Anyway, these are dark-ish. Mutant turtles fight ninjas! April is a research intern! I roll my eyes a little at the Splinter/turtles/Shredder were Japanese men reincarnated, but overall these are pretty fun to read. I still have more to catch up on.
I found Infestation 1 & 2 subpar except for the art, & kind of loathed the art in Eastman's annual.

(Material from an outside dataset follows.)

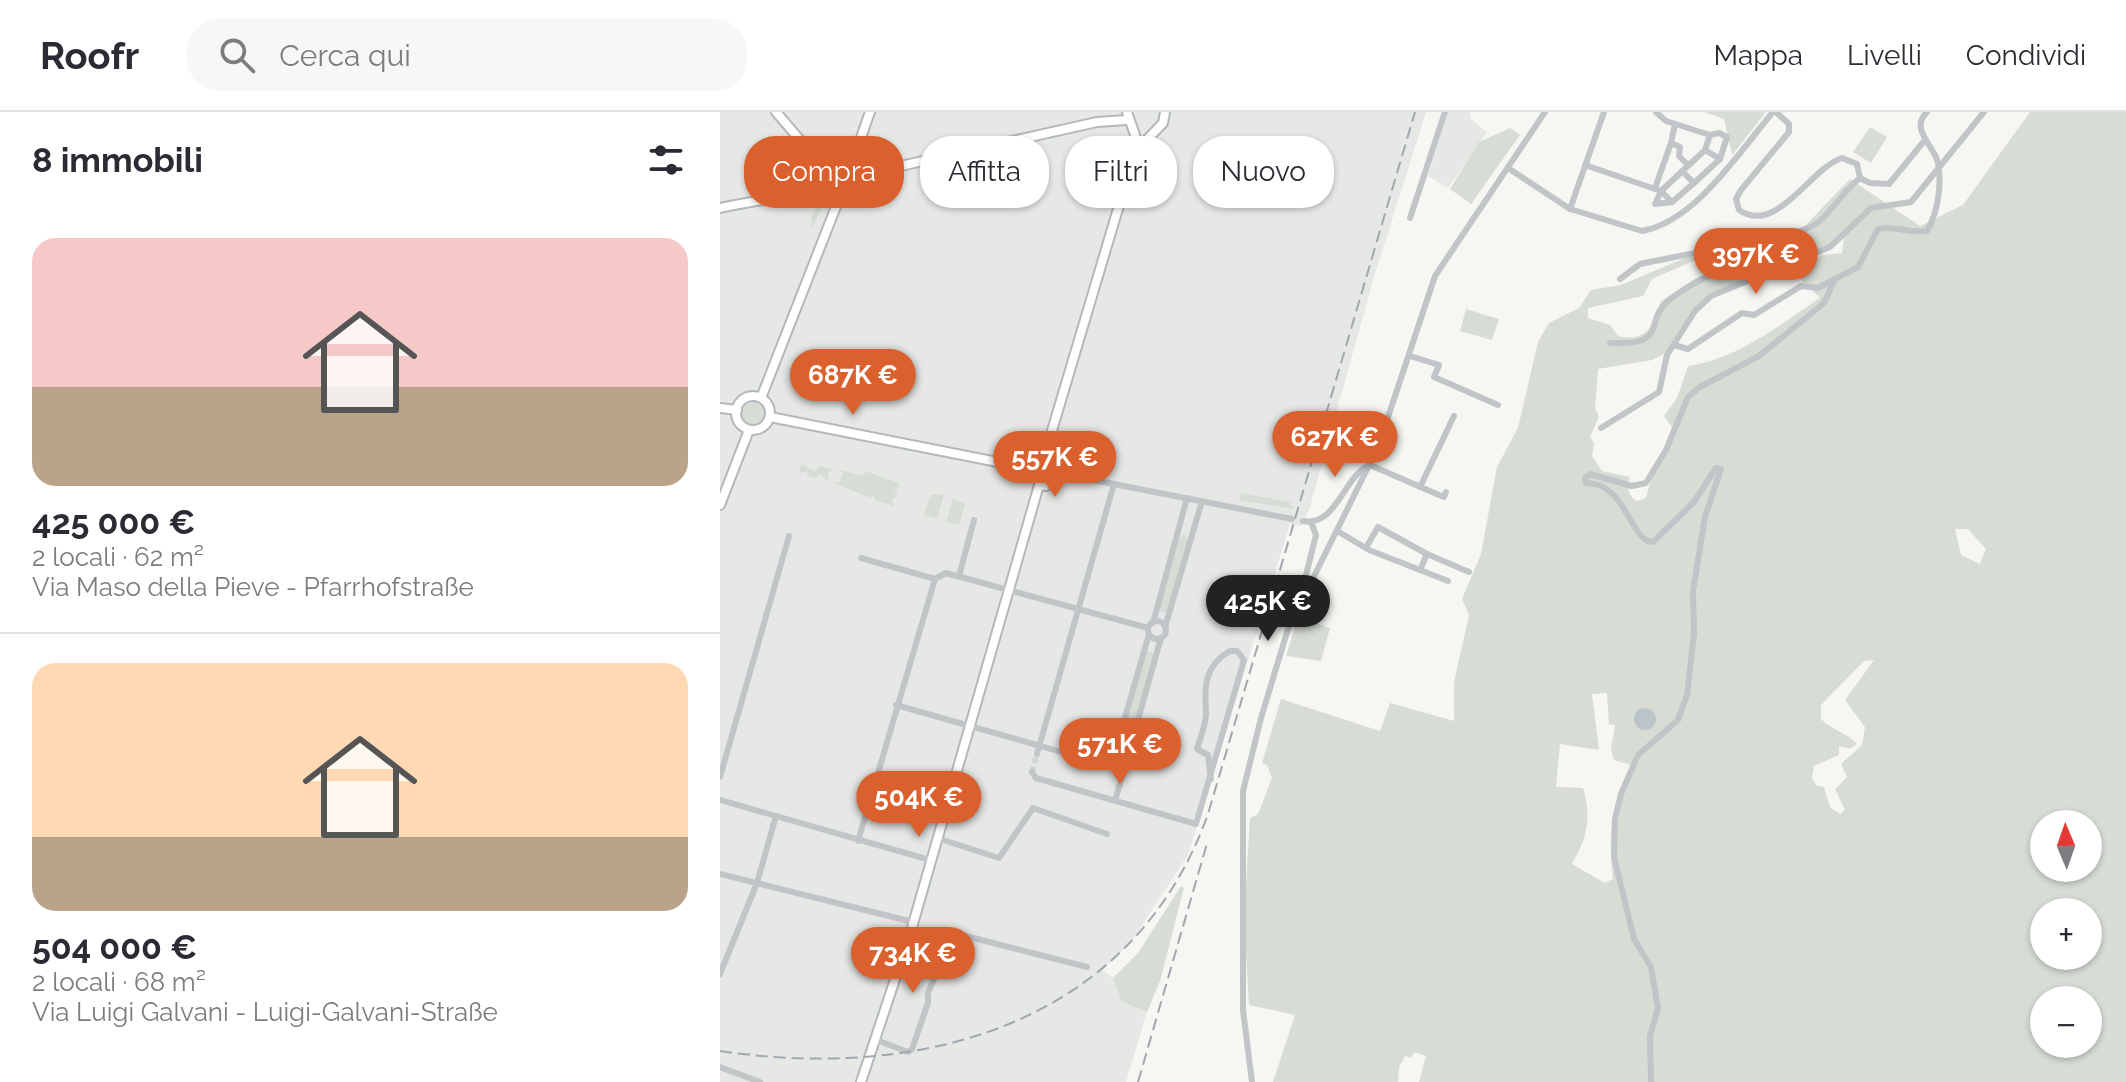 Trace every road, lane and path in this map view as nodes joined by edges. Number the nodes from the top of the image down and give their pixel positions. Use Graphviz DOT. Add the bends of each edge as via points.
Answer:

Mama Might Be Better Off Dead: The Failure of Health Care in Urban America - The title is sort of self-explanatory, but this book has a white investigative journalist telling the story of Jackie Bates, a black woman living in Chicago who provides care for her 3 children, husband who's on kidney dialysis & abuses drugs, ailing deadbeat father, and her diabetic grandma who's in crisis. The book was published in 1993, although it's obviously still relevant today. Complex bureaucracy consistnetly fails the Bates family. I particularly liked the chapter focusing on the Orthodox Jewish doctor who refused to discuss do-not-resuscitate orders with the family because he didn't agree with it himself. While distant with the Bates, Abraham follows him to his practice where he treats other Jews, and his demeanor is totally different.
But the Bates family never finds a practitioner who's on their level.
The book also spends a chapter talking about black people's fear of research, and also how consent given by poor people is often less informed than consent given by middle class whites - with whom many educated doctors can better related. Like The Immortal Life of Henrietta Lacks, there's a voyeuristic feel here - a white woman telling a black family's story. I wonder what Jackie's kids will feel when they grow up and read this book, intimately discussing their family's mental health, drug problems, etc. Still, it was put out by an academic publisher and is less of a fame thing than Skloot's book.
The book is highly relevant to my job, glad to have read it.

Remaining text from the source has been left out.